Textbook asymmetric war tactics
So why is Pakistan doing this?
Quite simply, they are following the script of asymmetric war, the core of which leverages the ‘shock and awe’ effect. Consider this: even as you read this piece, there are several hundred Indians languishing in Pakistani jails, especially Indian fisherman seized on the high seas by their navy. Some in India believe there may still be Indian prisoners of war, captured during various Indo-Pak conflicts. If indeed there are, these prisoners are clearly going to perish in their cells. Those far more deserving stories have long disappeared from headlines or jingoistic debates. Similarly, attacks by small teams of infiltrated terrorists all across the Kashmir border have now become a routine hardly meriting any media mindshare. It has been seven years since the last major successful attack on India. (The Pathankot attack could have rivalled its brisance, had it succeeded.)

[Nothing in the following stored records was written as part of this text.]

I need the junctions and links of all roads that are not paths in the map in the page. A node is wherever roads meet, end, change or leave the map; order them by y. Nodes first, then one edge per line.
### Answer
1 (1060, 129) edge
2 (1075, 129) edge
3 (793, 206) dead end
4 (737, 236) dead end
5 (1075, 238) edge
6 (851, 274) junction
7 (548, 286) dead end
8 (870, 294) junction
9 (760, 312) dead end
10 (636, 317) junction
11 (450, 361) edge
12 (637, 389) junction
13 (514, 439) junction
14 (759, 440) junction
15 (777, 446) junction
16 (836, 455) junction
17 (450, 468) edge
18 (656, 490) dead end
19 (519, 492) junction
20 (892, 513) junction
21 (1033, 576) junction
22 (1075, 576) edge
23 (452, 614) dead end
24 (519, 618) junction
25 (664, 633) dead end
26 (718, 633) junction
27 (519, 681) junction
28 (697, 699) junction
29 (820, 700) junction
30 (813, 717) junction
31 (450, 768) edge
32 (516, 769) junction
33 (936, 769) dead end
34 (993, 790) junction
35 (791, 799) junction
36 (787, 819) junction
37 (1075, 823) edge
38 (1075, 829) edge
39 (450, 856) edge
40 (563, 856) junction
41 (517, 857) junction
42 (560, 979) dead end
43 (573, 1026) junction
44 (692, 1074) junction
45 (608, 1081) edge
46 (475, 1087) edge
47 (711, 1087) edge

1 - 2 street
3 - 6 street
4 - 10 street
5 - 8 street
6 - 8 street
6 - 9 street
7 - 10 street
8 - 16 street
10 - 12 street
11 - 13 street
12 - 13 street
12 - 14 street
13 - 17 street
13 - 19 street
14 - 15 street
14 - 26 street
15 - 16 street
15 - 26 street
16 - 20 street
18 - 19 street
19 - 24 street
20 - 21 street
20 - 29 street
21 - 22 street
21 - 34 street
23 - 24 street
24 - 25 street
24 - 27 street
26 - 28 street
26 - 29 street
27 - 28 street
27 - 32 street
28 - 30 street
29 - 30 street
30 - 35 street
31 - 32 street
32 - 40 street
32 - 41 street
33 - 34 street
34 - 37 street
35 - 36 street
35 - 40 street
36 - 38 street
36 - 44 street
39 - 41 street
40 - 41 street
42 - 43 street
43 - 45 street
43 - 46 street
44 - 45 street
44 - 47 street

One of the crucial criteria of the ‘shock doctrine’ is macabre novelty. Most media leverages the principle of ‘drama over depth’ and therefore focuses on goriness, not gravity. So the millions who are displaced from their homes, or thousands of women and children who are trafficked, or hundreds who are routinely injured or killed in small wars and skirmishes, don’t get a mention – but one throat being sliced on camera, gets world attention. Similarly, thousands of innocents get napalmed or liquidated using chemical weapons, but it is the burning of one Jordanian pilot live on camera which makes us cringe.
Parading Jadhav around with a noose around his neck is exactly the same strategy.
The end game of this particular script is predictable. There will be jingoism by the media and its strident panellists on ‘consequences’ if Pakistan goes ahead with the execution. Politicians of every hue will shower their entire patriotic fervour on this one individual, ignoring hundreds of Indians who are languishing in Pakistani custody. The opposition, which did nothing to get our prisoners of war back for decades, will start demanding immediate action. Pakistan will milk this opportunity to its fullest, before finally ‘relenting’ and getting its pound of flesh through back channel methods, because it knows that the Indian government is now painted into a corner and will do what it takes to get Jadhav back and save face.
The frenzied rallying of the entire nation behind Jadhav and the resultant relegation of everything else to the background demonstrates how Pakistan continues to seize the asymmetric initiative and how India continues to react to the Pakistani playbook.
Raghu Raman is founding CEO, NATGRID and a former soldier. He tweets @captraman and views are personal.